С дирекцией я никаких связей не имел, да и порядки, царившие на русской драматической сцене, были все те же. Придворная привилегия душила всякую попытку частной сцены. В труппе Александрийского театра не было уже Линской, но Павла Васильева я еще застал; Самойлов доживал свой век, и первой актрисой значилась Струйская, которую я помнил почти что выходной актрисой. Она была очень старательная полезность, но не больше. Ее выдвинул репертуар Дьяченко. И с роли в пьесе "Светские ширмы" она заняла положение "премьерши". Лично я с ней никогда знаком не был.

За мое отсутствие во время разрастания оперетки, овладевшей и Александрийским театром, выдвинулись Лядова, бывшая танцовщица, и ее партнер, актер Монахов.

Я его нашел уже в зиму 1871–1872 года молодым актером на первые роли в комедии.
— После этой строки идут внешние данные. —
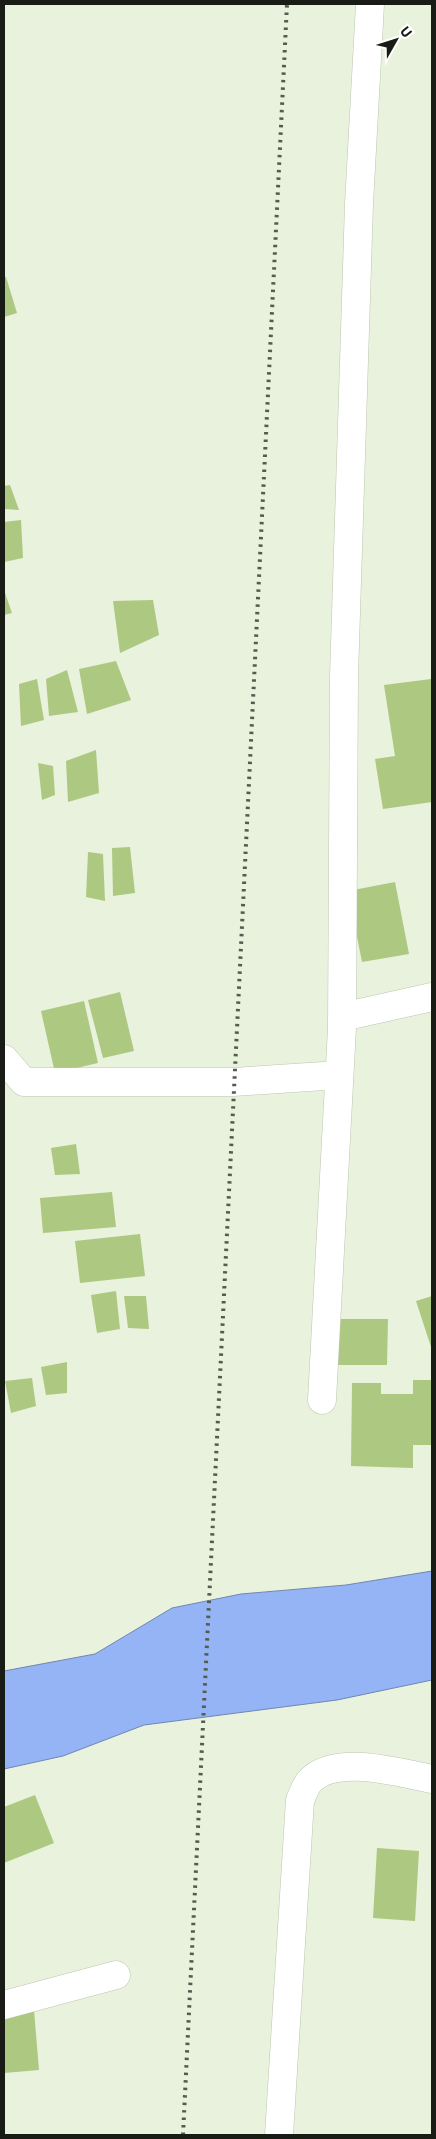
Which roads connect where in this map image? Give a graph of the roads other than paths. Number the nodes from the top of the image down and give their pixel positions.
1 (370, 4) edge
2 (432, 996) edge
3 (342, 1017) junction
4 (4, 1059) edge
5 (339, 1075) junction
6 (322, 1400) dead end
7 (432, 1779) edge
8 (116, 1975) dead end
9 (4, 2005) edge
10 (279, 2135) edge

1 - 3 street
2 - 3 street
3 - 5 street
4 - 5 street
5 - 6 street
7 - 10 street
8 - 9 street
Вскоре по приезде я с ним познакомился и нашел в нем развитого малого с университетским образованием, без выгодных внешних средств, но умного, наблюдательного, с своеобразной манерой держать себя на сцене, очень способного и для так называемой "высокой" комедии. Это был уже любимец "Александринки", где он выступал во всяких ролях, а по клубам вызывал шумные приемы пением "куплетов". Он и опереточным персонажам умел придавать нечто более тонкое, как, например, роли губернатора (то есть вице-короля, в подлиннике) в оффенбаховской "Периколе".

После смерти Лядовой опереточной примадонной была Кронеберг, из второстепенных актрис Московского Малого театра, из которой вышла великолепная "Прекрасная Елена". У ней оказалось приятное mezzo-сопрано, эффектность, пластика и прекрасная сценичная наружность. Петербург так ею увлекался, что даже строгие музыкальные критики, вроде Владимира Стасова, ходили ее смотреть и слушать и писали о ней серьезные статьи.

В репертуаре русского театра не было перемены к лучшему. Островский ставил по одной пьесе в год и далеко не лучшие вещи, к которым я как рецензент относился – каюсь – быть может, строже, чем они того заслуживали, например, хотя бы к такой вещи, как "Лес", которую теперь дают опять везде, и она очень нравится публике.